It is no secret that a lot of people who are tasked to design security for systems know very little about information security and are ill equipped for the task. As a source for that claim, I will take years of personal experience as pentester, and the absolute bewilderment for the things I have seen people develop over the years. Not because the developers are bad developers - on the contrary - but because information security has different requirements than normal software development. It's like asking a painter to paint a blueprint of a house.

As such, developers who lack the understanding of what is required of a system that handles authentication and authorization often fall back to the most primitive form of learning: Imitation. We see other people do things, and without understanding why these things are done, we imitate them. "After all, it's done that way for a reason." This process has a name: Cargo Cult Programming.

Originally, cargo cults were cults of tribespeople, who saw modern soldiers receive air cargo with supplies. They thought that this air cargo was a gift from a divine entity, and that the activities of the soldiers were a ritual to summon said entity to bring gifts. As a result, after the soldiers had left, the tribespeople began to immitate their activities to the best of their understanding, making makeshift uniforms and marching up and down, in hopes that this would summon some divine favour.

Cargo Cult Programming is a similar process, in which some developer does something in a particular way, due to some circumstance. The other programmers then blindly implement their solution in the same way, without understanding why the solution was implemented in said way, and what problem it aimed to solve.

About Password Lengths

For example, "DES crypt" would only allow for a maximum of 8 bytes for password length due to export restrictions - which was primarily a legal problem. So any system that used DES crypt would require a maximum character length of 8. Someone who saw this implemented may not know the reason why 8 was chosen for this, and may blindly copy this implementation, possibly not even using DES crypt in the background. So they are not limited by a maximum password length of 8, yet still arbitrarily impose it, simply because they have seen someone else do the same thing.

Misinformation

As for why companies require short, complex passwords rather than long, easy-to-remember phrases? That one is unfortunately on us. For a very long time, security experts tried to get people to make "better" passwords. And in a sense, it's true: <3BZg2Ck is a better password than ILoveNYC.

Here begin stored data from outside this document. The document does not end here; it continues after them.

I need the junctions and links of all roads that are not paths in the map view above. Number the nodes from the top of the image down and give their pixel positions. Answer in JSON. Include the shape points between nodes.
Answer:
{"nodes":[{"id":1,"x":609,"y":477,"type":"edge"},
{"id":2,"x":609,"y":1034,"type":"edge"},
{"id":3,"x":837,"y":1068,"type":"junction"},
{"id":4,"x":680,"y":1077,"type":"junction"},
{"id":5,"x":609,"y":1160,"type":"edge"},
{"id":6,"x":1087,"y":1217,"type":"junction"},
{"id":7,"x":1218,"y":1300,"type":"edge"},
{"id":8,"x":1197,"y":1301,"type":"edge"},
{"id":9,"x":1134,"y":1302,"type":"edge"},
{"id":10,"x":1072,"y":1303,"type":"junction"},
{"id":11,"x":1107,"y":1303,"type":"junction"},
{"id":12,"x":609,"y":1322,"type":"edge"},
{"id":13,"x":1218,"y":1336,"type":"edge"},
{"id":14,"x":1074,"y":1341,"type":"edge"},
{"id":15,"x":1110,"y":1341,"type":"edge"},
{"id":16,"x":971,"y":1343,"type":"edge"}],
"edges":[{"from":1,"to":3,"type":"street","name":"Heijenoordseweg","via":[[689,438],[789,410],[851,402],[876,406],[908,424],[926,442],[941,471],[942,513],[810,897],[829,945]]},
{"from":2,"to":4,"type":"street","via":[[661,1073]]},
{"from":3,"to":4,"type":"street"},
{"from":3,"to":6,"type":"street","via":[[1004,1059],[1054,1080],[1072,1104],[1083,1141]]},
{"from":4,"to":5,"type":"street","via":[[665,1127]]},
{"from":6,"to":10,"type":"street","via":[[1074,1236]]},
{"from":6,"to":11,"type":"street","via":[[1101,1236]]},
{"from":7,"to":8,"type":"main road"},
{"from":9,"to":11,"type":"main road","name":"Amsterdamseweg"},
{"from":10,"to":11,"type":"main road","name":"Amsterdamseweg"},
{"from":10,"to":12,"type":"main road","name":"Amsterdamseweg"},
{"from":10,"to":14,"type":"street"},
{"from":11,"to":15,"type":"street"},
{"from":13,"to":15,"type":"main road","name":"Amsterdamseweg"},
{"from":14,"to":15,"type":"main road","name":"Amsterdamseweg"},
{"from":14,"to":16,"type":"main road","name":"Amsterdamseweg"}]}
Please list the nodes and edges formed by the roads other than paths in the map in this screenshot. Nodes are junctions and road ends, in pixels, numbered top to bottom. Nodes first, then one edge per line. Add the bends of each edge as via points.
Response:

However, security experts are not infallible and we too learn painful lessons, such as AviD's Rule of Usability:

Security at the expense of usability comes at the expense of security.

Short, highly complex passwords are really difficult to remember for people, and people started to use "systems to make good passwords", like tGbHuJm! (I'll leave it up to the reader to figure out why this is a bad password). Experts changed their advice, instead advocating for long passphrases, like It's monday again and the coffee still tastes like wet socks, but "common wisdom" is difficult to change. When people hear that passphrases should be complex, they see the half-truth how a complex password is better than a simple one, and urge their users to make passwords as complex as possible.

Recommendation

In a system that requires passwords, users should be urged to use a password manager to create a safe, new password. A sufficiently long, randomly generated password will always beat any long, easy-to-remember passphrase, and it's more easily usable too if the browser automatically fills it in for the user.

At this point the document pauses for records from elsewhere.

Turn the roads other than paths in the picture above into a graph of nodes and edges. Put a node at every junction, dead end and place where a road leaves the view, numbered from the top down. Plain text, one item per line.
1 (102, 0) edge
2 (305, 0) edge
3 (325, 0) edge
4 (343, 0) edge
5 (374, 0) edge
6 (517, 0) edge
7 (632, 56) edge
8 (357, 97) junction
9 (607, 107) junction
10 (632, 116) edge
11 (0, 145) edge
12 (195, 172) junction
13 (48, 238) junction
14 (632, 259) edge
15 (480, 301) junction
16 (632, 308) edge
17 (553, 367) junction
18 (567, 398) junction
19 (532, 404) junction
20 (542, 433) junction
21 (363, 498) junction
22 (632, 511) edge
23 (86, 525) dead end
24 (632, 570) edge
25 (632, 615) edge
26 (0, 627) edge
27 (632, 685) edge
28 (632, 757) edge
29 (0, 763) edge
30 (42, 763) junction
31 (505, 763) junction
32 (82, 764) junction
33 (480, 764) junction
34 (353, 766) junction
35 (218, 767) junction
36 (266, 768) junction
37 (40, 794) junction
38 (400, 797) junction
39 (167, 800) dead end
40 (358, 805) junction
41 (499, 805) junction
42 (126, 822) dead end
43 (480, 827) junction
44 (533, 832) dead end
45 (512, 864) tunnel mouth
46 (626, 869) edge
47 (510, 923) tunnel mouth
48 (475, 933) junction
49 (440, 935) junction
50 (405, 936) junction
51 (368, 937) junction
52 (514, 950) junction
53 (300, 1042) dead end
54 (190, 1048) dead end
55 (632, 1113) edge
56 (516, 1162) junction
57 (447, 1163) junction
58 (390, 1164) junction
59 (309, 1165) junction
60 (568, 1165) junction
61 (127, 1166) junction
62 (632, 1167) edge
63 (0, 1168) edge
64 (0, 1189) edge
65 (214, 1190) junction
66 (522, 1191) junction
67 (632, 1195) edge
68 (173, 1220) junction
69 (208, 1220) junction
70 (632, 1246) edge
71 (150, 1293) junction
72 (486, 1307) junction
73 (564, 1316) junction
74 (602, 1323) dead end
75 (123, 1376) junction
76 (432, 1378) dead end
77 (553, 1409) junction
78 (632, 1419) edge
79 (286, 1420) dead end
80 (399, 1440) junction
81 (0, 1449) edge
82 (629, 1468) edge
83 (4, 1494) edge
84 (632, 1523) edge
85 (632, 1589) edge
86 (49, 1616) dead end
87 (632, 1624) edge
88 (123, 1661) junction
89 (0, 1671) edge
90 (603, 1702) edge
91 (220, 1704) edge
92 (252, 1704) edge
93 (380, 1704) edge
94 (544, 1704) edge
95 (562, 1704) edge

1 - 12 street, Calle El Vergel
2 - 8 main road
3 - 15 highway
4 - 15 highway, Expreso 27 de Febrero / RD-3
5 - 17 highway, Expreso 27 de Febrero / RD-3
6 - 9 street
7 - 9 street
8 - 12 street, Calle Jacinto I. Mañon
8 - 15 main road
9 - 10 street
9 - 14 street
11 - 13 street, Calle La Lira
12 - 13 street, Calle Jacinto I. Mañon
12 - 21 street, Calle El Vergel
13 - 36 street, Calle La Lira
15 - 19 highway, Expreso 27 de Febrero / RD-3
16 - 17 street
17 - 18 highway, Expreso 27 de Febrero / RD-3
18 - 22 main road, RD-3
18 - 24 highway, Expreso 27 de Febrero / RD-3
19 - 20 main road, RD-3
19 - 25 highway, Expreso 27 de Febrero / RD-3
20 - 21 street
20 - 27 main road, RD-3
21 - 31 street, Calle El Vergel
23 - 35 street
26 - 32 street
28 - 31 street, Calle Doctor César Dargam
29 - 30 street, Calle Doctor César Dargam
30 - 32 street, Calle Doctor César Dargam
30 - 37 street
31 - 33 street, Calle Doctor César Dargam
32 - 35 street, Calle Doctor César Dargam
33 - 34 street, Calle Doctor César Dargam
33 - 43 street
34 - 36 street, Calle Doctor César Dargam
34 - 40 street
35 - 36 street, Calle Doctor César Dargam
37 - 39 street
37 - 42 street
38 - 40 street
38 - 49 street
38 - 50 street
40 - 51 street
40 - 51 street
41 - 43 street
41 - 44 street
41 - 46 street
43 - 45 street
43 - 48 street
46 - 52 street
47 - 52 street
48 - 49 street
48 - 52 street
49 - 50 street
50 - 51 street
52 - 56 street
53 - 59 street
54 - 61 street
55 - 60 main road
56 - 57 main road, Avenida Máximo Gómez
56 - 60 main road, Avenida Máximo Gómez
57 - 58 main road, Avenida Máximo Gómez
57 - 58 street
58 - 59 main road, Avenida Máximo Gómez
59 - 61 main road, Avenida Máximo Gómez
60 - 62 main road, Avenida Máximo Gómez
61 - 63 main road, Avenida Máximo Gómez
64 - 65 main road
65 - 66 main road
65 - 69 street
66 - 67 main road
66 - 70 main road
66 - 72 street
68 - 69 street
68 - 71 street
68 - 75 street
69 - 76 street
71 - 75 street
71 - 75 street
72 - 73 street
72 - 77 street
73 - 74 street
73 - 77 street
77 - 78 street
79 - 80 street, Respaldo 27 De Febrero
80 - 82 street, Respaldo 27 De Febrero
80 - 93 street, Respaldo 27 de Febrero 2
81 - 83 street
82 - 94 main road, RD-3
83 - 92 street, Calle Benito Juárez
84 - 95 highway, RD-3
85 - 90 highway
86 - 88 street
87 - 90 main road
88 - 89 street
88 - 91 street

If that is not a possibility, users should be urged to make long passphrases. Phrases are generally easier to remember for people, and length is king when it comes to strength. However, users can stick to phrases that are publicly known and not secure at all, such as In the beginning God created the heaven and the earth. - any automated check will tell you that this is an amazing password, but my wordlist on my cracking machine will beg to differ. As such, you can try to generate a memorable sentence for the user, or just believe that they know what they are doing.

Finally, after a user has entered a passphrase, it is recommended to check that passphrase with a database like Have I Been Pwned? to ensure that password isn't already known to be insecure.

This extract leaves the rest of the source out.